◆ Work instructions:
For the entries below, the expected answer is the line with "pinky mcp: (444, 698)", the line with "ring tip: (550, 691)", and every line between them, exactly as written, and nothing more.

◆ Input data:

- - -

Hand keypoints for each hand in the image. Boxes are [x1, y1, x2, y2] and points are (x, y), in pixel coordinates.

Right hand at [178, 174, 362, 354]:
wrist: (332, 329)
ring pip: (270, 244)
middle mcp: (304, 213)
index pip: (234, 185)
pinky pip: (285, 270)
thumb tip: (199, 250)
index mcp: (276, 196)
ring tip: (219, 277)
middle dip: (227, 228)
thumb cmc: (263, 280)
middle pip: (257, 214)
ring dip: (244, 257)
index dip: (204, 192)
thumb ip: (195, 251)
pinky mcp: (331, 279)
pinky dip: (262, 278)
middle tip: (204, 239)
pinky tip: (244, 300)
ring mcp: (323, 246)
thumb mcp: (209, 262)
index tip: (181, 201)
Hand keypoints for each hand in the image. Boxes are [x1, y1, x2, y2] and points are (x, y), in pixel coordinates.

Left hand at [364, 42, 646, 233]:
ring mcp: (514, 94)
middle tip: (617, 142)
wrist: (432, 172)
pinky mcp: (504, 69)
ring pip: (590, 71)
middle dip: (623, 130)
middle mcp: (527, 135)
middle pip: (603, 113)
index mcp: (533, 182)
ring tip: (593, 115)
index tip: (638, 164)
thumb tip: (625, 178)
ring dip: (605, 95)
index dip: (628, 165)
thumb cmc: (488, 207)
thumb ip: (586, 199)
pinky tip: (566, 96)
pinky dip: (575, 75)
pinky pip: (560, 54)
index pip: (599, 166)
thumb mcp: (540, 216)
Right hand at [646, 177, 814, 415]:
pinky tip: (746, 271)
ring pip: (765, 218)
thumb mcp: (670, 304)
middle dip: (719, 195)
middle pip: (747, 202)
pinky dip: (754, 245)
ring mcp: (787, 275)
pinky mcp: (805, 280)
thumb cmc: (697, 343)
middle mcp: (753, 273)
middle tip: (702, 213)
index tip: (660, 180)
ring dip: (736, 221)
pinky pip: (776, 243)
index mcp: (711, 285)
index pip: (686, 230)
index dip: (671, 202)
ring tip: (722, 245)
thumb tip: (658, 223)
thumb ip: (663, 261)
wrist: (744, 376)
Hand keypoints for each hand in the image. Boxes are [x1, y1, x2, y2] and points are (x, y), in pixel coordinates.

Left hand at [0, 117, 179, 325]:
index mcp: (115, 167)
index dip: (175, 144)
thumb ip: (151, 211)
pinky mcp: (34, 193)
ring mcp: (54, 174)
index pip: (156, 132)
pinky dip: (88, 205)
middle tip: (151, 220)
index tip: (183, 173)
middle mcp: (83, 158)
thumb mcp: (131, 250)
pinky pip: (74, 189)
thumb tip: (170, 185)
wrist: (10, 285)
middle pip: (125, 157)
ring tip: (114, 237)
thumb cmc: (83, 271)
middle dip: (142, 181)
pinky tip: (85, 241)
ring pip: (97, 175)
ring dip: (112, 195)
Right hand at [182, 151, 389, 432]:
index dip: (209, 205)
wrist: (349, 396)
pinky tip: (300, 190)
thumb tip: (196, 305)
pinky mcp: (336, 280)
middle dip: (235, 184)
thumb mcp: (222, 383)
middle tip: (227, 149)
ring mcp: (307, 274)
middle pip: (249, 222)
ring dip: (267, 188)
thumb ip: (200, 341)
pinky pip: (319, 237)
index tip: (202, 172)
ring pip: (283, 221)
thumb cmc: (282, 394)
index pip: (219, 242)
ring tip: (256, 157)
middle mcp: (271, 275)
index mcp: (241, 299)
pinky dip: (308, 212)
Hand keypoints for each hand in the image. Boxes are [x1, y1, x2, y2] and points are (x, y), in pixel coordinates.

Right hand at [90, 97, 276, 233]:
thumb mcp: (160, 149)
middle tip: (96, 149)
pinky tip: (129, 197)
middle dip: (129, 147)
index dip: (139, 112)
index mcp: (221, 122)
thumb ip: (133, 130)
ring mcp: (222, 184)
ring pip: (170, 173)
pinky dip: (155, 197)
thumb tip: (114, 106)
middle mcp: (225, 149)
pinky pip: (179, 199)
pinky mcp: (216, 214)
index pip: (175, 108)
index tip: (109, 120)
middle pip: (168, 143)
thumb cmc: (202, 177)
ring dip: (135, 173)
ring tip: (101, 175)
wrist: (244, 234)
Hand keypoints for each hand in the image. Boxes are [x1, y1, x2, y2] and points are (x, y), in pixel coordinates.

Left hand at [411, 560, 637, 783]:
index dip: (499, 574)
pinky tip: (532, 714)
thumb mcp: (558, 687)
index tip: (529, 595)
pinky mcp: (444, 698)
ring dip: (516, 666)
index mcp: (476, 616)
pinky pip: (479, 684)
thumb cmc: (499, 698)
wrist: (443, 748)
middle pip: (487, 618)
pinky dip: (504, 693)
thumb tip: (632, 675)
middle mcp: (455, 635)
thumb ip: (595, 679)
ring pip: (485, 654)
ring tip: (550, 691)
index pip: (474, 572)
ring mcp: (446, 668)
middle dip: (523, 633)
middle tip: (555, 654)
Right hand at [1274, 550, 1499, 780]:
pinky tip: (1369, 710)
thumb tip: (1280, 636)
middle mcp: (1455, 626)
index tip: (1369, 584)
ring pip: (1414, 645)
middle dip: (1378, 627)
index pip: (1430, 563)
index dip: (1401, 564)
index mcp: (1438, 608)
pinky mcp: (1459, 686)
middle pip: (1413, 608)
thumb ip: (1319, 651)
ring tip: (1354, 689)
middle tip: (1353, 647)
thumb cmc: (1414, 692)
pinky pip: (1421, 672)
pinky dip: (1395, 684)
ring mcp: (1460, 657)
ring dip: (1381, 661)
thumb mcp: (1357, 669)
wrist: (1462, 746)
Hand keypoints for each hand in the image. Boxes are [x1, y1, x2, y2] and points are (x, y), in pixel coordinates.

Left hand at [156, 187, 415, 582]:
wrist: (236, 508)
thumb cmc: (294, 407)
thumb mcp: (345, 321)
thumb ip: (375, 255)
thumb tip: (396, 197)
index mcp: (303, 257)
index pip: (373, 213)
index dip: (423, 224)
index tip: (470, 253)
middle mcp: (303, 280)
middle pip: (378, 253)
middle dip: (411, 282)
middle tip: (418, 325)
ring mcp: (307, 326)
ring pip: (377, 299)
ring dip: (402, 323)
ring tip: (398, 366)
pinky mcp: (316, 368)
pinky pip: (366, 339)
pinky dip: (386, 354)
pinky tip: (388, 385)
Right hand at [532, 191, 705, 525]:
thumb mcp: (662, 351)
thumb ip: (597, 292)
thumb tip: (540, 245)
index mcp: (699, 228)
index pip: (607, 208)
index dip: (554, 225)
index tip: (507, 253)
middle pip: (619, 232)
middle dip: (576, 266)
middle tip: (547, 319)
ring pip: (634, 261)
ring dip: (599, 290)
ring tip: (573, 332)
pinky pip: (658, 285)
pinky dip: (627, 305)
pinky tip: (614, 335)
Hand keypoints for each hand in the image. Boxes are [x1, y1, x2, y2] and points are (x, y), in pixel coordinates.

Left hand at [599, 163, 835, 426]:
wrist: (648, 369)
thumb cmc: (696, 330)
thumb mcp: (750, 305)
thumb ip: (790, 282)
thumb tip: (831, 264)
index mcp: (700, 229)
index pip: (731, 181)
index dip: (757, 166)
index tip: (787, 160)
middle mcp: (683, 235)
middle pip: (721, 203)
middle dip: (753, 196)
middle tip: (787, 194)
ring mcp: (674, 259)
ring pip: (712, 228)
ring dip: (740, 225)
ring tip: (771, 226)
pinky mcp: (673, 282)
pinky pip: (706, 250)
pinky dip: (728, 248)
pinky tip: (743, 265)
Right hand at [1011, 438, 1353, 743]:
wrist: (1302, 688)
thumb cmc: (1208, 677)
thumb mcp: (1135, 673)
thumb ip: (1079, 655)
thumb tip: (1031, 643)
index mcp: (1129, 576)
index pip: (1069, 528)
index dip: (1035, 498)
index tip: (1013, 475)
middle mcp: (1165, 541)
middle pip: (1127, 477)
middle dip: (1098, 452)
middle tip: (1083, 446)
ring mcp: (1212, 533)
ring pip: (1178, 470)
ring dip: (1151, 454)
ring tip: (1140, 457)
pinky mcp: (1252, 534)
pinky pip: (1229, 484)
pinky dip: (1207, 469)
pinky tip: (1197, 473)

- - -

◆ Result of this exercise:
pinky mcp: (444, 698)
ring dip: (516, 666)
index mcp: (476, 616)
pinky pip: (479, 684)
thumb cmc: (499, 698)
wrist: (443, 748)
middle pip: (487, 618)
pinky dip: (504, 693)
thumb tip: (632, 675)
middle mcp: (455, 635)
thumb ip: (595, 679)
ring pip: (485, 654)
ring tip: (550, 691)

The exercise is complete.